An itinerant artist who sometimes exchanged a painting for lodging, Gilman produced renditions in oils, watercolors and pastels of area homes, farms, businesses and landscapes around the turn of the Nineteenth Century to the Twentieth Century.
Debra Ellis, treasurer of the historical society, said organizers assembled the Gilman works from owners in the Quabbin region, Vermont and Boston, including the Christian Science Church. First organized in 1976 by the late Pauline Whipps of Athol, the Gilman show, as fans call it, fills the historical society easels, walls and pews every few years.
The September 30 exhibition will include several Gilman works lent by Boston’s Mary Baker Eddy Library, Ellis said.

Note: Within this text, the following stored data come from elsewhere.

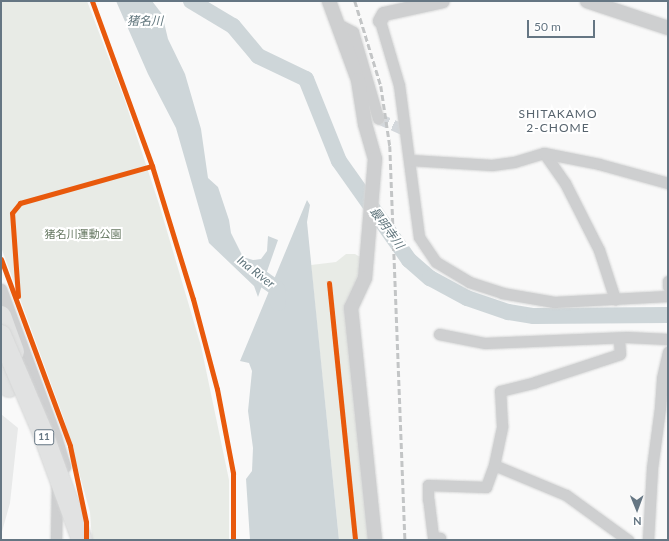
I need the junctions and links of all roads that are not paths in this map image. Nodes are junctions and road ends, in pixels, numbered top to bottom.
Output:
1 (329, 1) edge
2 (443, 1) edge
3 (587, 1) edge
4 (413, 4) edge
5 (380, 21) joint
6 (338, 24) junction
7 (668, 28) edge
8 (378, 118) dead end
9 (544, 153) junction
10 (410, 160) junction
11 (668, 184) edge
12 (668, 281) edge
13 (668, 285) edge
14 (1, 289) edge
15 (668, 296) edge
16 (615, 299) junction
17 (1, 316) edge
18 (439, 334) dead end
19 (1, 335) edge
20 (619, 338) junction
21 (668, 339) edge
22 (668, 352) edge
23 (1, 368) edge
24 (5, 379) edge
25 (663, 423) edge
26 (42, 430) junction
27 (62, 459) junction
28 (494, 465) junction
29 (56, 540) edge
30 (68, 540) edge
31 (77, 540) edge
32 (82, 540) edge
33 (375, 540) edge
34 (440, 540) edge
35 (628, 540) edge
36 (648, 540) edge

1 - 6 street
2 - 4 street
3 - 7 street
4 - 5 street
5 - 10 street
6 - 8 street
6 - 33 street
9 - 10 street
9 - 11 street
9 - 16 street
10 - 16 street
12 - 13 street
14 - 27 street
15 - 16 street
17 - 26 highway, bridge
18 - 20 street
19 - 26 highway, 11, bridge
20 - 21 street
20 - 28 street
22 - 25 street
23 - 24 highway, 11
24 - 30 highway, 11
25 - 36 street
26 - 32 highway, 11, bridge
27 - 29 street
27 - 31 street
28 - 34 street
28 - 35 street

Long considered the premier itinerant artist of the Quabbin area, Gilman’s proficiency embraced a variety of media and subjects, according to Adele Godchaux Dawson, Gilman’s biographer, and J. R. Greene, Quabbin historian.

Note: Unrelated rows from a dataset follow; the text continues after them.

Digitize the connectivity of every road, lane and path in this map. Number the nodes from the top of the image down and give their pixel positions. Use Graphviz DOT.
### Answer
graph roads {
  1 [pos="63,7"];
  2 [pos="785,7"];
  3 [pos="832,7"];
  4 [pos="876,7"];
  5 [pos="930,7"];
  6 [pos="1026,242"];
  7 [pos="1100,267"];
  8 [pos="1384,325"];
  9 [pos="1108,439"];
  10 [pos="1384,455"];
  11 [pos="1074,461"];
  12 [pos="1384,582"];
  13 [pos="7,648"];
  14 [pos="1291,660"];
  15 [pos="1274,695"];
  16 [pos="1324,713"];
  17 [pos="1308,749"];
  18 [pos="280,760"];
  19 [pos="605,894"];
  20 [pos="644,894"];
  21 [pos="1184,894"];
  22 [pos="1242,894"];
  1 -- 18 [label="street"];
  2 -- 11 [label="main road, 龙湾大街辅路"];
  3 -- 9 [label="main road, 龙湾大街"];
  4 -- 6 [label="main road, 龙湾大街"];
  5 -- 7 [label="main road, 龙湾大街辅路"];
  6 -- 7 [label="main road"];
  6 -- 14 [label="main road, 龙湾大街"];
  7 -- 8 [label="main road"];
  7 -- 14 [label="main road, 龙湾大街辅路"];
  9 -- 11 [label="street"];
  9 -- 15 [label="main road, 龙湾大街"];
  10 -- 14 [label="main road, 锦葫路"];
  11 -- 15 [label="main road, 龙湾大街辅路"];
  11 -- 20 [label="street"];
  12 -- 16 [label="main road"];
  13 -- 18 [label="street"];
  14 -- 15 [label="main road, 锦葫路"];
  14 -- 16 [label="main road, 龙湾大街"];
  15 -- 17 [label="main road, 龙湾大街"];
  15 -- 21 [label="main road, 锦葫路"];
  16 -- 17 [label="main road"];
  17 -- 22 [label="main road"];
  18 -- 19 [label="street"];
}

Collectors prize Gilman’s paintings. Often from slightly distant, possibly fanciful vantage points, the artist’s images conjure long bygone years for modern viewers. Late-Nineteenth Century and early Tentieth Century moments on a farm, near a factory, or at the fairgrounds spring to life through Gilman’s highly objective style.
When doors to the Gilman show open at 11 am on Saturday, September 30, visitors will find the Athol Historical Society transformed into a gallery space honoring the area’s best-known itinerant artist.